The market has given earnings the benefit of the doubt and moved up in anticipation of continued improvement, said Keith Hembre, chief economist at First American Funds in Minneapolis. Expectations have become quite robust lately.

Retailers Costco Wholesale Corp , up 2.2 percent, and Family Dollar Stores Inc , 1.5 percent higher, rallied after they posted profits that topped expectations.

Monsanto Co fell 1.4 percent after it reported a fourth-quarter loss that widened from the prior year.
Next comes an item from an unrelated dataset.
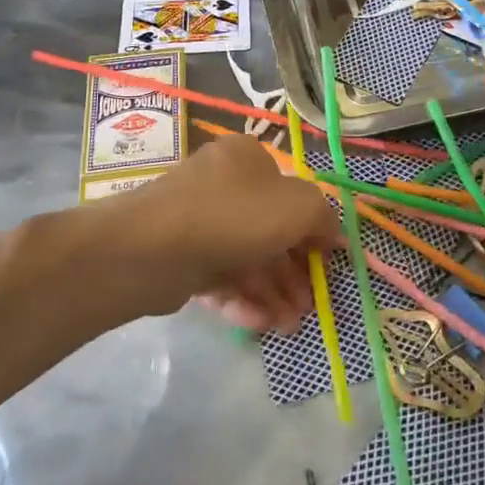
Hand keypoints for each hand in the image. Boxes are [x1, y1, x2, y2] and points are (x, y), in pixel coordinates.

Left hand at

The Dow <.DJI> lost 25.17 points, or 0.26 percent, to 9,706.23. The Standard & Poor's 500 Index <.SPX> lost 0.21 points, or 0.02 percent, to 1,054.51. The Nasdaq Composite Index <.IXIC> was up 2.89 points, or 0.14 percent, at 2,106.48.

Google Inc , up 2.1 percent to $509.15, boosted the Nasdaq after the company's chief executive said the worst of the advertising recession was over.

Alcoa traded up 0.6 percent at $13.97 ahead of its results.

There's a little bit of wait-and-see with Alcoa. Those results are going to set the tone for the market for the next couple of days, said John Praveen, chief investment strategist at Prudential International Investment Advisors in Newark, New Jersey.

Verisk Analytics Inc surged 24 percent to $27.17 in its trading debut on Wednesday, a day after it raised $1.88 billion in the biggest initial public offering by a U.S. company since March 2008.

Energy stocks lost early gains, and crude oil futures turned sharply negative after a government report showed gasoline supplies rose more than expected last week.

November crude futures dropped 2.4 percent to $69.15 per barrel. The S&P Energy index <.GSPE> was off 0.8 percent.